▸ What you have to do:
Where a line in the entries below contains the word "roads", count it. Return the total alone.

-------------------------

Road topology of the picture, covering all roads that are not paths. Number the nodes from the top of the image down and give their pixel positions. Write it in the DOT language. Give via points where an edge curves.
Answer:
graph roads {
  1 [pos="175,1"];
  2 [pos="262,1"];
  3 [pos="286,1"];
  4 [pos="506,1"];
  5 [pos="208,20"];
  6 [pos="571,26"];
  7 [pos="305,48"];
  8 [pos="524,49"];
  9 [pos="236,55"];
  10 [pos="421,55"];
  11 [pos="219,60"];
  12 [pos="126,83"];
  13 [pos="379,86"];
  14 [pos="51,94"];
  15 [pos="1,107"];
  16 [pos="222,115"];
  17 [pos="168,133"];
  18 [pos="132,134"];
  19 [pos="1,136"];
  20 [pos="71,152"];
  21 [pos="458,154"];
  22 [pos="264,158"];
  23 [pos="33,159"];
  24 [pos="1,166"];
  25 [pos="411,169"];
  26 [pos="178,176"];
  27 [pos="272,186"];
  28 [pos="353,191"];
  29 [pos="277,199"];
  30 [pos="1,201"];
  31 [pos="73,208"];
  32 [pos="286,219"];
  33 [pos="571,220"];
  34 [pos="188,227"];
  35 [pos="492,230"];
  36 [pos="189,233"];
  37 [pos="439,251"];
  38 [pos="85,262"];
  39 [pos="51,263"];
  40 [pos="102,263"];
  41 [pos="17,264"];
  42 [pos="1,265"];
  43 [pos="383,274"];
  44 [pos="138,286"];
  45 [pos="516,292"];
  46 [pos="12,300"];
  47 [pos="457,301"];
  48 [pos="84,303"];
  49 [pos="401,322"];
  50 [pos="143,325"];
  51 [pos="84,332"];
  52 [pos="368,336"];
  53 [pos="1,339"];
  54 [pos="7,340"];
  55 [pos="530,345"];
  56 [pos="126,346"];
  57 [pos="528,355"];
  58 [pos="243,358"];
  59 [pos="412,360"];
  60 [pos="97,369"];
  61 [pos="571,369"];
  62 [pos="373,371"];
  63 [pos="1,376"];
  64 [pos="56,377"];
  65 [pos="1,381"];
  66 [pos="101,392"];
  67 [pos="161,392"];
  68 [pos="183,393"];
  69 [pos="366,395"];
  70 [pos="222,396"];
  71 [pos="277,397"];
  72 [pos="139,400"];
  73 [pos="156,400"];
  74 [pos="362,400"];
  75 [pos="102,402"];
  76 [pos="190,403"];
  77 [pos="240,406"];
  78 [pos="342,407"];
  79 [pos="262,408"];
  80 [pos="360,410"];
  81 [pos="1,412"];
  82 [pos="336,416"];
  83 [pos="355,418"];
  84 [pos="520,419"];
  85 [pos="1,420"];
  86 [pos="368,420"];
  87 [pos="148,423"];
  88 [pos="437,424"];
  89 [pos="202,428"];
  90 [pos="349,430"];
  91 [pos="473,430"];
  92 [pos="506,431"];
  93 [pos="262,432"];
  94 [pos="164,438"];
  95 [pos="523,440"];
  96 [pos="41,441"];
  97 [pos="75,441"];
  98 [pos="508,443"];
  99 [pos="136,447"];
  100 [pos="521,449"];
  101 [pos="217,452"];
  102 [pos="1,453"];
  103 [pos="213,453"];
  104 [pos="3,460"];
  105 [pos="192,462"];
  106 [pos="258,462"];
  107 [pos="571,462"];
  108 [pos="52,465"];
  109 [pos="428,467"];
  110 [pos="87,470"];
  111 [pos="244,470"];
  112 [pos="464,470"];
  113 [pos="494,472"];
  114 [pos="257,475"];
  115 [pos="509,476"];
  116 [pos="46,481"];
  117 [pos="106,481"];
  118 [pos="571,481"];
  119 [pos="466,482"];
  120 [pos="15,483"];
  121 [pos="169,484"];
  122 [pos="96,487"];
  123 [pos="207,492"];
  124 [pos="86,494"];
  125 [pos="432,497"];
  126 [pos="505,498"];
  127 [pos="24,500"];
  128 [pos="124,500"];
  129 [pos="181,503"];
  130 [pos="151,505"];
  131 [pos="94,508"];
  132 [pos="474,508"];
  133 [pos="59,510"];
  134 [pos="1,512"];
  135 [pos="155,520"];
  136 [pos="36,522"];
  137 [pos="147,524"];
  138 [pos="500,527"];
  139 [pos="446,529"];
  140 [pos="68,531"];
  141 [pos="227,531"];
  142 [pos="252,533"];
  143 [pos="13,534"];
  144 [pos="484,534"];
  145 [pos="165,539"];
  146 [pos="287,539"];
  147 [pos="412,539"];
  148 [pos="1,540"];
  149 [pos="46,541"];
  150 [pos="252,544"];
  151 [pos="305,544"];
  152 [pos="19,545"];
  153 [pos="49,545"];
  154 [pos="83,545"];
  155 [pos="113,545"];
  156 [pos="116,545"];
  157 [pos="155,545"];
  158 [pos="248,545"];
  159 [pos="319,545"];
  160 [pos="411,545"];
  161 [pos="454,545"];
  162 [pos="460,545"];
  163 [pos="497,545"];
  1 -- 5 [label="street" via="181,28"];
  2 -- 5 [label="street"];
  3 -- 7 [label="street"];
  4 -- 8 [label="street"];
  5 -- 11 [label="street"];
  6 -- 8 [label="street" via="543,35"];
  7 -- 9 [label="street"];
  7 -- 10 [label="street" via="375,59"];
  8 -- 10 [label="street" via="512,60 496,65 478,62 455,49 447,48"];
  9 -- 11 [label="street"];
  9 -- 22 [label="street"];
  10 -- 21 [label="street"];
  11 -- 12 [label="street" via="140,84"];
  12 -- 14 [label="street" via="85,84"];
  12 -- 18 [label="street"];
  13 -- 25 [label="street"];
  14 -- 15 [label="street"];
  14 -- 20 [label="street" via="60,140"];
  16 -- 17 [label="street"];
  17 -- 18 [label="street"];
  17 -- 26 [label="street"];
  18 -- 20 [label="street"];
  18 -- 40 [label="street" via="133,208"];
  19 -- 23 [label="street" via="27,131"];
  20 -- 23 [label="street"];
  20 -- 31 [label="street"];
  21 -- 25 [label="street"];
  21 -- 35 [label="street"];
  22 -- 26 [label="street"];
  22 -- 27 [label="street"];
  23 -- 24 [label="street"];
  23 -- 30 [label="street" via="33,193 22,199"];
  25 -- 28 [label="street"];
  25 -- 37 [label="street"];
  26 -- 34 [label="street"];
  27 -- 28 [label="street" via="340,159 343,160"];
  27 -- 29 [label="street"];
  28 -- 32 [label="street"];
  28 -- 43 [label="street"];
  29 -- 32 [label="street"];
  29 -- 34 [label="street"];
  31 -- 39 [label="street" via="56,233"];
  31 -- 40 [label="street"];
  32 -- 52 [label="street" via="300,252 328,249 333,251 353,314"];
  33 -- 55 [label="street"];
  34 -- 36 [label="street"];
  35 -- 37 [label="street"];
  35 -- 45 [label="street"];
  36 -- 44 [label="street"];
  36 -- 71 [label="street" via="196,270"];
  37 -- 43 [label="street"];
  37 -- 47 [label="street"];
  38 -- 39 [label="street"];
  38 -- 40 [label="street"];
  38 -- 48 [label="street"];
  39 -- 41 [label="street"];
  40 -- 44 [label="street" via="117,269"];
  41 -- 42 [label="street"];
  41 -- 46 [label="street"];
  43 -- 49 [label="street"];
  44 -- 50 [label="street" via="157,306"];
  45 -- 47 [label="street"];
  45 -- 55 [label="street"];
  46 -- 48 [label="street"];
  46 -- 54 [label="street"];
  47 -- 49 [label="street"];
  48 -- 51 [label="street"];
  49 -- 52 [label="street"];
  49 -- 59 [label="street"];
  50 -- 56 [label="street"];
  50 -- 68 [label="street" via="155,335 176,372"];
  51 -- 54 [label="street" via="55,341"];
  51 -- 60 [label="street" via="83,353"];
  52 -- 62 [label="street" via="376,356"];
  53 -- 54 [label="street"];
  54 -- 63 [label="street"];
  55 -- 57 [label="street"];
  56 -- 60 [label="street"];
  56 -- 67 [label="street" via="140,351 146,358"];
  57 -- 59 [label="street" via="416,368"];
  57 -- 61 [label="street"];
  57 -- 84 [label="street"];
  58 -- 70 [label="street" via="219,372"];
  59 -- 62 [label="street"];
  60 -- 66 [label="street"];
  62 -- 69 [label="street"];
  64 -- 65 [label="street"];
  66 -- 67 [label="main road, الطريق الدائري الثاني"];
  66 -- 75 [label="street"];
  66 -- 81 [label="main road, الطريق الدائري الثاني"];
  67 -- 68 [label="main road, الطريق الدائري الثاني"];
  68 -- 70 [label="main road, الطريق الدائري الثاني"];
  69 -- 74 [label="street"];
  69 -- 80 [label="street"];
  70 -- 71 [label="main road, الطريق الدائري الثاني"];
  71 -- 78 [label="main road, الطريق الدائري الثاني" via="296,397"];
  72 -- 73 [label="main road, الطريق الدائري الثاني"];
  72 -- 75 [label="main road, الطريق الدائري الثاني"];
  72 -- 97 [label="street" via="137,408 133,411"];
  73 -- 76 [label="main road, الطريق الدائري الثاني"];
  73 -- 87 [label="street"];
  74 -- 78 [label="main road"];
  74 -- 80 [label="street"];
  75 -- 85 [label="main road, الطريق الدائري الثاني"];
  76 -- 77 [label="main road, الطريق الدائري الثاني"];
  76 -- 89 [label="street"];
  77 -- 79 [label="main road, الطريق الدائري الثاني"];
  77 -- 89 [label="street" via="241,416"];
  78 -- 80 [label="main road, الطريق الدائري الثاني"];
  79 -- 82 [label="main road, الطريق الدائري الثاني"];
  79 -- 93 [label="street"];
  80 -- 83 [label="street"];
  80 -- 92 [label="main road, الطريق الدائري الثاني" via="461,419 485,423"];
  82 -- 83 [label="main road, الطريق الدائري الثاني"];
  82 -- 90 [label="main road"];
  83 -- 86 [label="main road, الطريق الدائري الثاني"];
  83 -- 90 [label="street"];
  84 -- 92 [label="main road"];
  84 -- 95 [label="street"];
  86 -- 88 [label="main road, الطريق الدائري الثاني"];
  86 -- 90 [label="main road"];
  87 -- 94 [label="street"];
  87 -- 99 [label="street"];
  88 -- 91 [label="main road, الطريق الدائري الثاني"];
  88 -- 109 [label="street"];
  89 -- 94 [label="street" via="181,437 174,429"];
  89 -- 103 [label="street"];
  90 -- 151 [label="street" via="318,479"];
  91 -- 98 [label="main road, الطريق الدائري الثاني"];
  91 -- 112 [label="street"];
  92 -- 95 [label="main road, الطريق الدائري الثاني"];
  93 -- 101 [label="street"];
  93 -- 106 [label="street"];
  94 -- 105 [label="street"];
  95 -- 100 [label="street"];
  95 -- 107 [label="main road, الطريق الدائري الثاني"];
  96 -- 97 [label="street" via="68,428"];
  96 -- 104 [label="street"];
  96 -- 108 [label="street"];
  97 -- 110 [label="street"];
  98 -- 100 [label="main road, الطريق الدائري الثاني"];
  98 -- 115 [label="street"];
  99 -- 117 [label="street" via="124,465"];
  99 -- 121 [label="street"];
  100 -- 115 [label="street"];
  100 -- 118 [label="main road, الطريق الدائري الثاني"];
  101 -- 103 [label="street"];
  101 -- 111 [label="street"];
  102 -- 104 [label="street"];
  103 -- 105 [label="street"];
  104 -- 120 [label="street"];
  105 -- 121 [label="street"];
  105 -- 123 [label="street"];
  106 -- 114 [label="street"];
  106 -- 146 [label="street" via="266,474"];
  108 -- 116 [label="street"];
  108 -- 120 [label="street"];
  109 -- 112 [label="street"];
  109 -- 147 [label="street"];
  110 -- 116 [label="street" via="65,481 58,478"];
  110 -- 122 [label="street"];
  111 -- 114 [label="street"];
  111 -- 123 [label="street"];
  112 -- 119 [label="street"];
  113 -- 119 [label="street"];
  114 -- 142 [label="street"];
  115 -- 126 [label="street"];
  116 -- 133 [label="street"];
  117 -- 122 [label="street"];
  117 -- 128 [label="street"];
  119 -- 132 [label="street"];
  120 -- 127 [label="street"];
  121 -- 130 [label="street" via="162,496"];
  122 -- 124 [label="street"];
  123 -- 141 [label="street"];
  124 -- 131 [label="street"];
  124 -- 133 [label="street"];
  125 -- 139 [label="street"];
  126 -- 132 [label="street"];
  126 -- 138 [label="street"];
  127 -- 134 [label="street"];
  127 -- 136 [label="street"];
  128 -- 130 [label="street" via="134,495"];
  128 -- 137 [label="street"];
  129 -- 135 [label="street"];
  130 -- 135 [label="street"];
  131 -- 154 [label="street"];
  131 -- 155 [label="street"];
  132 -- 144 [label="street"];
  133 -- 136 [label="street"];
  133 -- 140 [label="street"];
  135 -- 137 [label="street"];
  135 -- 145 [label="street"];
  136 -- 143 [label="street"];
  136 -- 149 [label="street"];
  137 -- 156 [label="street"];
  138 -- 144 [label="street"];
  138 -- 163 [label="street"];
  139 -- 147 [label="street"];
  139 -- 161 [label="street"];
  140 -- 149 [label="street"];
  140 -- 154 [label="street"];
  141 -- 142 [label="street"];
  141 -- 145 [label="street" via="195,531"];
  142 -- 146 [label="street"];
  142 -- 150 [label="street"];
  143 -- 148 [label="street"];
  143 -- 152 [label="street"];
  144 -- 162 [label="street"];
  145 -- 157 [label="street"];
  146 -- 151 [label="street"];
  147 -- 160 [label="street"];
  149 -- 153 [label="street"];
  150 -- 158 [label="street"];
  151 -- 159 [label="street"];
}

-------------------------

▸ Result for this task:
2